Recorded data:
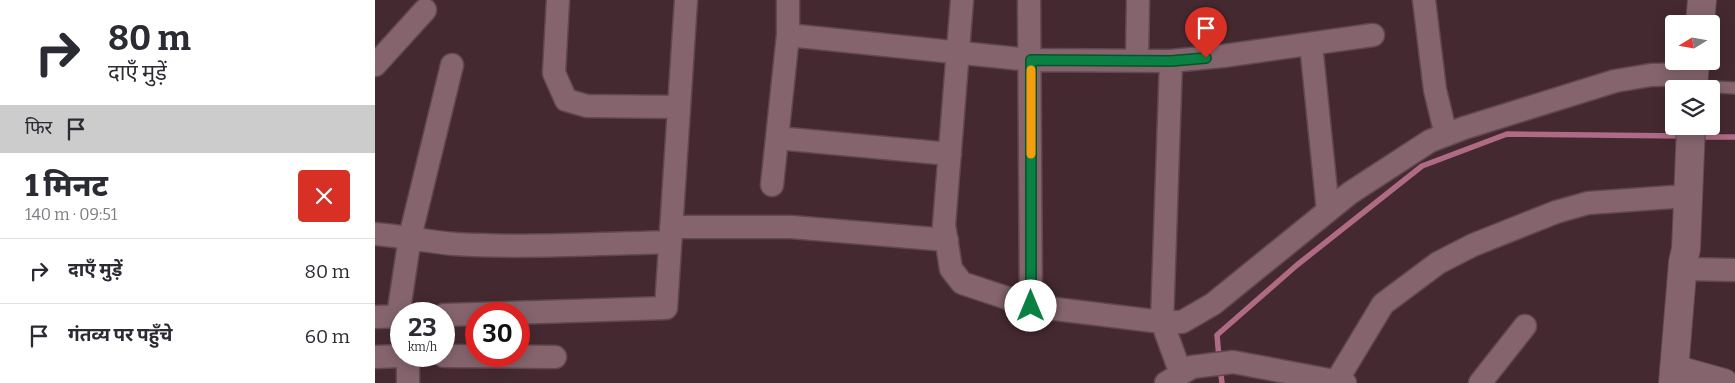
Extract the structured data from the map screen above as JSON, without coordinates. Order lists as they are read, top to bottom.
{
  "north": "left",
  "page": {
    "turn": ["80 m", "दाएँ मुड़ें"],
    "then": "फिर",
    "heading": ["1 मिनट", "140 m · 09:51"],
    "list": [
      {
        "name": "दाएँ मुड़ें",
        "value": "80 m"
      },
      {
        "name": "गंतव्य पर पहुँचे",
        "value": "60 m"
      }
    ],
    "speed": "23 km/h",
    "limit": "30"
  }
}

Aim of the exercise:
What is needed is an exact copy of the entries above, with no images in it.

Your solution:
Extract the structured data from the map screen above as JSON, without coordinates. Order lists as they are read, top to bottom.
{
  "north": "left",
  "page": {
    "turn": ["80 m", "दाएँ मुड़ें"],
    "then": "फिर",
    "heading": ["1 मिनट", "140 m · 09:51"],
    "list": [
      {
        "name": "दाएँ मुड़ें",
        "value": "80 m"
      },
      {
        "name": "गंतव्य पर पहुँचे",
        "value": "60 m"
      }
    ],
    "speed": "23 km/h",
    "limit": "30"
  }
}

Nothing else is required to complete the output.